%%

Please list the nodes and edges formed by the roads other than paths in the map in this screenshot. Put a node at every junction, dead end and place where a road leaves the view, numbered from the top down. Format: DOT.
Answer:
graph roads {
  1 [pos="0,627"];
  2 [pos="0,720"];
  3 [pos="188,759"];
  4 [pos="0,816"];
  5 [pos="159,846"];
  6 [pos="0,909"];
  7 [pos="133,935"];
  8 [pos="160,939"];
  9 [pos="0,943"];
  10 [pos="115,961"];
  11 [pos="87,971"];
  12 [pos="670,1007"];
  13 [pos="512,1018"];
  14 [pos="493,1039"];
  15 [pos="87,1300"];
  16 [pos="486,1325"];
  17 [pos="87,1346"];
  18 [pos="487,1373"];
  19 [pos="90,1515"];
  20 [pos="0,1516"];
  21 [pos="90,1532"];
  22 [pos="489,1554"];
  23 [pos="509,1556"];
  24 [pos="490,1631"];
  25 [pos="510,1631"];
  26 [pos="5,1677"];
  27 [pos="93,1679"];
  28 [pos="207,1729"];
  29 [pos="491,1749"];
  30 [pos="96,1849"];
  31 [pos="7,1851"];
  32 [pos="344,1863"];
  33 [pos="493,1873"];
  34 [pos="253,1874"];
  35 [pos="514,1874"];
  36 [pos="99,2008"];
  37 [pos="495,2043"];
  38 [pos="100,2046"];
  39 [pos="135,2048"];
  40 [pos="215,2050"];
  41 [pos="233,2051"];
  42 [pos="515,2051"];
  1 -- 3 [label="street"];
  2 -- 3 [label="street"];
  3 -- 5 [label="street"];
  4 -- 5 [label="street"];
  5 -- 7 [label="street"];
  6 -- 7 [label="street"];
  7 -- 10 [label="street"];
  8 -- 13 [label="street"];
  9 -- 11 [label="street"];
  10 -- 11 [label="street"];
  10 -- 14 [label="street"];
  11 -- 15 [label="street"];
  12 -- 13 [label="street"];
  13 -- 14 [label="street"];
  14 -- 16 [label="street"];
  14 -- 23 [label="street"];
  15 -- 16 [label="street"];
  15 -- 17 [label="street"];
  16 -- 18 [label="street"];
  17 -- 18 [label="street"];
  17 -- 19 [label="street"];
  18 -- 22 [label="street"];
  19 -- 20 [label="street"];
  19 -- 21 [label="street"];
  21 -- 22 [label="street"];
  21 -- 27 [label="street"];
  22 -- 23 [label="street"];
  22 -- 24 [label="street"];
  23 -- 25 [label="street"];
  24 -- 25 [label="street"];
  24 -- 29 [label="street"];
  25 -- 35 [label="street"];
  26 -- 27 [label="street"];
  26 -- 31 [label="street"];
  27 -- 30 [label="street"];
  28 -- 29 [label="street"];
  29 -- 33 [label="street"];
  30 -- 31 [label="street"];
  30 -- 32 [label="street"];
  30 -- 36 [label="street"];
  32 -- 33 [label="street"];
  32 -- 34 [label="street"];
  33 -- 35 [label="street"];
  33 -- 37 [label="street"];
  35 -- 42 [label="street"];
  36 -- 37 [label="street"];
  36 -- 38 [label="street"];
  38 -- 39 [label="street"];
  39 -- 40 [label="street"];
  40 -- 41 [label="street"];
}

%%

» **Assignment**
Write out the material above exactly, leaving out no line.

» **Response box**
Please list the nodes and edges formed by the roads other than paths in the map in this screenshot. Put a node at every junction, dead end and place where a road leaves the view, numbered from the top down. Format: DOT.
Answer:
graph roads {
  1 [pos="0,627"];
  2 [pos="0,720"];
  3 [pos="188,759"];
  4 [pos="0,816"];
  5 [pos="159,846"];
  6 [pos="0,909"];
  7 [pos="133,935"];
  8 [pos="160,939"];
  9 [pos="0,943"];
  10 [pos="115,961"];
  11 [pos="87,971"];
  12 [pos="670,1007"];
  13 [pos="512,1018"];
  14 [pos="493,1039"];
  15 [pos="87,1300"];
  16 [pos="486,1325"];
  17 [pos="87,1346"];
  18 [pos="487,1373"];
  19 [pos="90,1515"];
  20 [pos="0,1516"];
  21 [pos="90,1532"];
  22 [pos="489,1554"];
  23 [pos="509,1556"];
  24 [pos="490,1631"];
  25 [pos="510,1631"];
  26 [pos="5,1677"];
  27 [pos="93,1679"];
  28 [pos="207,1729"];
  29 [pos="491,1749"];
  30 [pos="96,1849"];
  31 [pos="7,1851"];
  32 [pos="344,1863"];
  33 [pos="493,1873"];
  34 [pos="253,1874"];
  35 [pos="514,1874"];
  36 [pos="99,2008"];
  37 [pos="495,2043"];
  38 [pos="100,2046"];
  39 [pos="135,2048"];
  40 [pos="215,2050"];
  41 [pos="233,2051"];
  42 [pos="515,2051"];
  1 -- 3 [label="street"];
  2 -- 3 [label="street"];
  3 -- 5 [label="street"];
  4 -- 5 [label="street"];
  5 -- 7 [label="street"];
  6 -- 7 [label="street"];
  7 -- 10 [label="street"];
  8 -- 13 [label="street"];
  9 -- 11 [label="street"];
  10 -- 11 [label="street"];
  10 -- 14 [label="street"];
  11 -- 15 [label="street"];
  12 -- 13 [label="street"];
  13 -- 14 [label="street"];
  14 -- 16 [label="street"];
  14 -- 23 [label="street"];
  15 -- 16 [label="street"];
  15 -- 17 [label="street"];
  16 -- 18 [label="street"];
  17 -- 18 [label="street"];
  17 -- 19 [label="street"];
  18 -- 22 [label="street"];
  19 -- 20 [label="street"];
  19 -- 21 [label="street"];
  21 -- 22 [label="street"];
  21 -- 27 [label="street"];
  22 -- 23 [label="street"];
  22 -- 24 [label="street"];
  23 -- 25 [label="street"];
  24 -- 25 [label="street"];
  24 -- 29 [label="street"];
  25 -- 35 [label="street"];
  26 -- 27 [label="street"];
  26 -- 31 [label="street"];
  27 -- 30 [label="street"];
  28 -- 29 [label="street"];
  29 -- 33 [label="street"];
  30 -- 31 [label="street"];
  30 -- 32 [label="street"];
  30 -- 36 [label="street"];
  32 -- 33 [label="street"];
  32 -- 34 [label="street"];
  33 -- 35 [label="street"];
  33 -- 37 [label="street"];
  35 -- 42 [label="street"];
  36 -- 37 [label="street"];
  36 -- 38 [label="street"];
  38 -- 39 [label="street"];
  39 -- 40 [label="street"];
  40 -- 41 [label="street"];
}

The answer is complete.